▸ **The task**
Starting at the line containing "I am building" and ending at the line containing "Map reading. Give", print every line of the material below exactly, both ends included, and stop there.

Segment Open

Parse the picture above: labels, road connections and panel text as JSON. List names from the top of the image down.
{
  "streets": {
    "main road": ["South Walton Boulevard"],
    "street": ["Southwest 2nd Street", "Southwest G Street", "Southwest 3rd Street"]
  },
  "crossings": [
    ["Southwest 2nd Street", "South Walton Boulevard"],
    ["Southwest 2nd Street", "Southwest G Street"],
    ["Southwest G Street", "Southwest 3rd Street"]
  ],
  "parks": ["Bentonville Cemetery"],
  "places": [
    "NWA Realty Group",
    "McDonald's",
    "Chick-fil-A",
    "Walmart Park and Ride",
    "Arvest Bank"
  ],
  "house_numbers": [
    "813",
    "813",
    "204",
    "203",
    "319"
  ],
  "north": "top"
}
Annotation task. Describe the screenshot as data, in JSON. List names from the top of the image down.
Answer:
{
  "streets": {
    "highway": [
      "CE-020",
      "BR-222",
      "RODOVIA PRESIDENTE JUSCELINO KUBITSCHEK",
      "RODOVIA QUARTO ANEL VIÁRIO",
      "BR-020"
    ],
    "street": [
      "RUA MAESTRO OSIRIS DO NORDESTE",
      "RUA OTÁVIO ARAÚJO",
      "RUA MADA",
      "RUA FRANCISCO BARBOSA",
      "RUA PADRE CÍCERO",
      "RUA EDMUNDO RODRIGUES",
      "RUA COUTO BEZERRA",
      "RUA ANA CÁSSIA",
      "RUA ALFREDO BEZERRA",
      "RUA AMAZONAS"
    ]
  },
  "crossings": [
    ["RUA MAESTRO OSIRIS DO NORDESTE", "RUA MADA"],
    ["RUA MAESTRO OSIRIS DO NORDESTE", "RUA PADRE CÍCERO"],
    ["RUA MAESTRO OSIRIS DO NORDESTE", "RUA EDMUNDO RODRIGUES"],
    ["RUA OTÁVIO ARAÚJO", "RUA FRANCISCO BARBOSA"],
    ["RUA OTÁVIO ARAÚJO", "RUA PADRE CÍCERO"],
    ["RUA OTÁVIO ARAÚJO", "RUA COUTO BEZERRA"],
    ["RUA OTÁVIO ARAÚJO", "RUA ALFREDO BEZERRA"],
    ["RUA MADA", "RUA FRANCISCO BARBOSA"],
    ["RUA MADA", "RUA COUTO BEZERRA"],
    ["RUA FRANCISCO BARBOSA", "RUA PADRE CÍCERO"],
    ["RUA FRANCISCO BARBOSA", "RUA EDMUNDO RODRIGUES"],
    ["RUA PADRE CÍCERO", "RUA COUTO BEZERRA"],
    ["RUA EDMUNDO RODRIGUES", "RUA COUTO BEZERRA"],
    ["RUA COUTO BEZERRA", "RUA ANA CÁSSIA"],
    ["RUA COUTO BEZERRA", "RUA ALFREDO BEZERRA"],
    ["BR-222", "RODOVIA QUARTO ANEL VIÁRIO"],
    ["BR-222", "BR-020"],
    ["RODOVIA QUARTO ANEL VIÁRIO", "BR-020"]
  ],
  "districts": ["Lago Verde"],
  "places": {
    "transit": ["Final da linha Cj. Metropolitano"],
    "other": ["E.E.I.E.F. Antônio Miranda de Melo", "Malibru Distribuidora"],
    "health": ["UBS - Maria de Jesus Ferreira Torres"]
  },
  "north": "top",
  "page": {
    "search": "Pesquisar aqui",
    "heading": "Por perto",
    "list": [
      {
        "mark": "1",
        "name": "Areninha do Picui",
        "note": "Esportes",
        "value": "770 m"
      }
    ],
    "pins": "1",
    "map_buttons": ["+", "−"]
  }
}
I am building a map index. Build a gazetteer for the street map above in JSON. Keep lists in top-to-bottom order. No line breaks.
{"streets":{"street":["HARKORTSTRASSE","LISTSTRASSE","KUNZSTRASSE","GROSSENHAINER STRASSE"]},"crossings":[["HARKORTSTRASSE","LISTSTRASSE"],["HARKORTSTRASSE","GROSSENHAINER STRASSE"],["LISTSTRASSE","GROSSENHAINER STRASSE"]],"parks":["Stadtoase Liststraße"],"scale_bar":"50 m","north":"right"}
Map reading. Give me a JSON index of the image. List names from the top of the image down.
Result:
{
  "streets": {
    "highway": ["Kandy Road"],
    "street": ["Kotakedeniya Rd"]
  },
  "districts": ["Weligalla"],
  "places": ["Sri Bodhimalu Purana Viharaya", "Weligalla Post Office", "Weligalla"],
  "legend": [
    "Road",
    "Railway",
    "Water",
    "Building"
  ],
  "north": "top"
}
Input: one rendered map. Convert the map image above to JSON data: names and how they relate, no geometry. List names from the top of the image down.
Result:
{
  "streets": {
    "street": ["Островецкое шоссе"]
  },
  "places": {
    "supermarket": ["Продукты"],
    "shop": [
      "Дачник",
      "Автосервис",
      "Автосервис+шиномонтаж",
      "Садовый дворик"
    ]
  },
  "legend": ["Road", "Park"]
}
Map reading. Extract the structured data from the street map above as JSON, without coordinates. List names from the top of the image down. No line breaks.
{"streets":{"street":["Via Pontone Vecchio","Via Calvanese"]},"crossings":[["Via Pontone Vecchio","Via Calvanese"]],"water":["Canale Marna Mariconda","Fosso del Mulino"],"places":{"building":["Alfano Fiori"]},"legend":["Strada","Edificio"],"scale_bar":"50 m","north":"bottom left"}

Segment Closed

▸ **Expected answer**
I am building a map index. Build a gazetteer for the street map above in JSON. Keep lists in top-to-bottom order. No line breaks.
{"streets":{"street":["HARKORTSTRASSE","LISTSTRASSE","KUNZSTRASSE","GROSSENHAINER STRASSE"]},"crossings":[["HARKORTSTRASSE","LISTSTRASSE"],["HARKORTSTRASSE","GROSSENHAINER STRASSE"],["LISTSTRASSE","GROSSENHAINER STRASSE"]],"parks":["Stadtoase Liststraße"],"scale_bar":"50 m","north":"right"}
Map reading. Give me a JSON index of the image. List names from the top of the image down.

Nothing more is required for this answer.